South Korean industrial conglomerates LG International and Hyundai Engineering will build gas processing plants in Turkmenistan worth a combined $4 billion, Turkmen President Kurbanguly Berdymukhamedov said on Friday.

"Turkmenistan sees a long-term partner in South Korea. And today we concluded two large-scale agreements worth a total of $4 billion," Berdymukhamedov told journalists after holding talks with his visiting South Korean counterpart Park Geun-hye.

The contract to build two processing plants was signed by Turkmen state gas company Turkmengas, LG International Corp and Hyundai Engineering Co following the talks.

"For the first time in the history of our diplomatic relations, the president of South Korea has visited Turkmenistan. We share the opinion with the president of Turkmenistan that we should increase the volume of our mutual trade and investments," Park said through an interpreter.
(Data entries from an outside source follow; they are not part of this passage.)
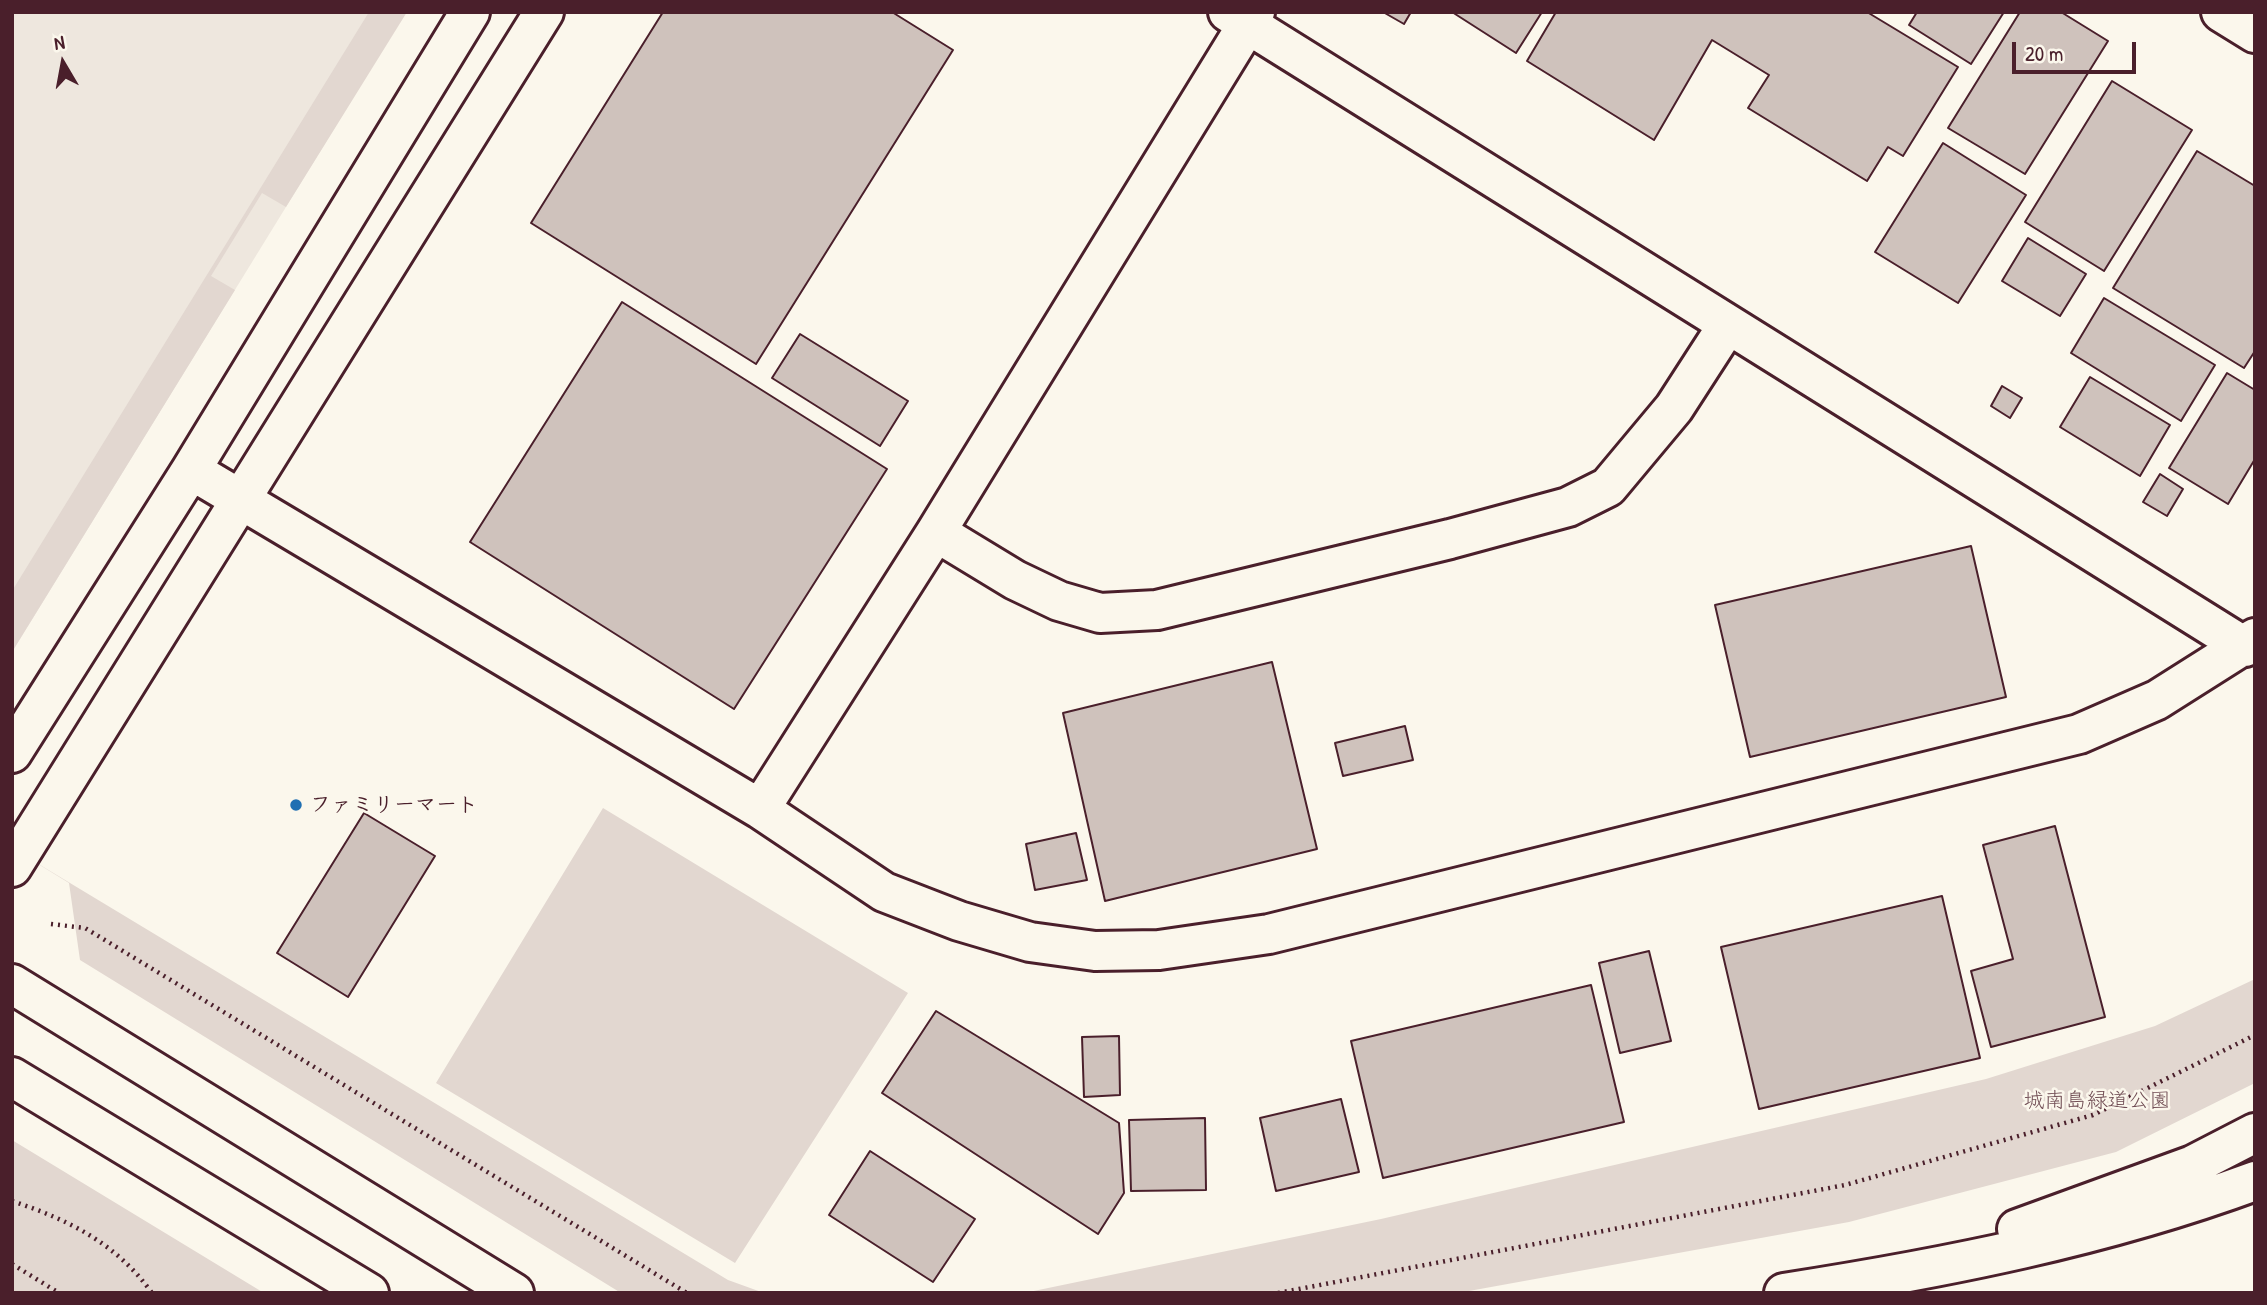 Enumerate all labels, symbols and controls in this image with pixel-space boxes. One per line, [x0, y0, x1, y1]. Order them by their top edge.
north arrow [28, 28, 98, 98]
scale bar [2015, 28, 2139, 72]
text: N [52, 29, 67, 56]
text: 20 m [2025, 39, 2063, 68]
place label: ファミリーマート [310, 792, 478, 818]
marker: ファミリーマート [288, 797, 304, 813]
park label: 城南島緑道公園 [2024, 1088, 2170, 1114]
Berdymukhamedov, who has sweeping powers in his Central Asian nation of 5.5 million, has in recent years, overseen rapid economic growth exceeding 10 percent annually, largely on the back of rising natural gas exports to China via a pipeline launched in late 2009.
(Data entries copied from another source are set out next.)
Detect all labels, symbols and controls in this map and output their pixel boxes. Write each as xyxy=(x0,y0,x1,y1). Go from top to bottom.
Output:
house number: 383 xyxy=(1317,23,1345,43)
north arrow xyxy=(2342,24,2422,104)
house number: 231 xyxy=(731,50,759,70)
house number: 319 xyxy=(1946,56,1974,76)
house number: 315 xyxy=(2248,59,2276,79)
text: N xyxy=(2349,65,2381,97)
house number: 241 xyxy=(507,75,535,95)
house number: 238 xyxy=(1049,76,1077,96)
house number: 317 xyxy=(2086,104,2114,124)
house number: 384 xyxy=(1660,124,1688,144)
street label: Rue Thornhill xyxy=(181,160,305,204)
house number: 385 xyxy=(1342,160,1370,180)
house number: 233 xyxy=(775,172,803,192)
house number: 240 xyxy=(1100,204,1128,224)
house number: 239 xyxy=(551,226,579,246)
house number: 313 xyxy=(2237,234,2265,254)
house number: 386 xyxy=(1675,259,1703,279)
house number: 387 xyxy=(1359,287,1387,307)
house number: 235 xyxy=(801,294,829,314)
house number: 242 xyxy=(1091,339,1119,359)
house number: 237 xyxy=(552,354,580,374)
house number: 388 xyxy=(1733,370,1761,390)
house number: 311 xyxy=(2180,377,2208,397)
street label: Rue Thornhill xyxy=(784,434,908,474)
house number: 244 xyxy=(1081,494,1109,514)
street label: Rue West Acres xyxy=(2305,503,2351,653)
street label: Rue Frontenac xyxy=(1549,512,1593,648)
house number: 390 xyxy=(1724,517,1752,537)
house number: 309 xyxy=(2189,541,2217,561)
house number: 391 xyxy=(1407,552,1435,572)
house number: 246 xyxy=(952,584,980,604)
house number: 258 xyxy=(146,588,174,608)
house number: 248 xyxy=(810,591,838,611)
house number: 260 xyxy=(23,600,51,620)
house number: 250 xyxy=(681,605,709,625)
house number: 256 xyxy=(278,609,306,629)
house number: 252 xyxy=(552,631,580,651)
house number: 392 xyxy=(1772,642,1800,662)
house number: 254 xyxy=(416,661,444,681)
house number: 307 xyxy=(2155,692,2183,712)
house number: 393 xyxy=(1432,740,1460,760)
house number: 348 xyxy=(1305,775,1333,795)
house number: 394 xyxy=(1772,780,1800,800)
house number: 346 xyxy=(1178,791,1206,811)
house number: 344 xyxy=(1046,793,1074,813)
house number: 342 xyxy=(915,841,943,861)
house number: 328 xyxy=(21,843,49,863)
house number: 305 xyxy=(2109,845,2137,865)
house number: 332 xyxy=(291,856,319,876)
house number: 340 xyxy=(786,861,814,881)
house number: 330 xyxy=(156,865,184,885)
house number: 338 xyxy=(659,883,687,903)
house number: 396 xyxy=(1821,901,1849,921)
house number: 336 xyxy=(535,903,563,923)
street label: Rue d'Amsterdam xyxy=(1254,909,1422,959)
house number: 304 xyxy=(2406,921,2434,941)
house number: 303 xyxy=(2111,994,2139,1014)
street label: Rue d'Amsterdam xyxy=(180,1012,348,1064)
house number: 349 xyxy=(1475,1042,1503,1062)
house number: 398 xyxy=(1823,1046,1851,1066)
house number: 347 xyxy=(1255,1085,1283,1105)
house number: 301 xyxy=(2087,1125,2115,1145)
Turkmenistan holds the world's fourth-largest natural gas reserves.

China has rapidly supplanted the Muslim nation's former imperial master Russia as the main importer of its gas. Next-door Iran buys insignificant amounts of natural gas.

While alternative gas export routes exist mainly on paper, Berdymukhamedov has poured billions of dollars into projects aimed at processing the country's hydrocarbon riches into value-added products.

Under the contracts signed on Friday, the South Korean firms would build a $2.5 billion gas-to-liquids plant with an annual capacity of 600,000 tonnes, and a $1.5 billion plant to produce 290,000 tonnes of polyvinyl chloride and 190,000 tonnes of hydrate of sodium a year, a Turkmen government official said.

The official, who declined to be named, told Reuters the terms of financing had yet to be finalised. "It is planned to attract mainly South Korea's investments," he said.

Berdymukhamedov said in his speech that to date South Korean firms had taken part in nine investment projects in Turkmenistan's oil and gas sector worth a total of $5.5 billion.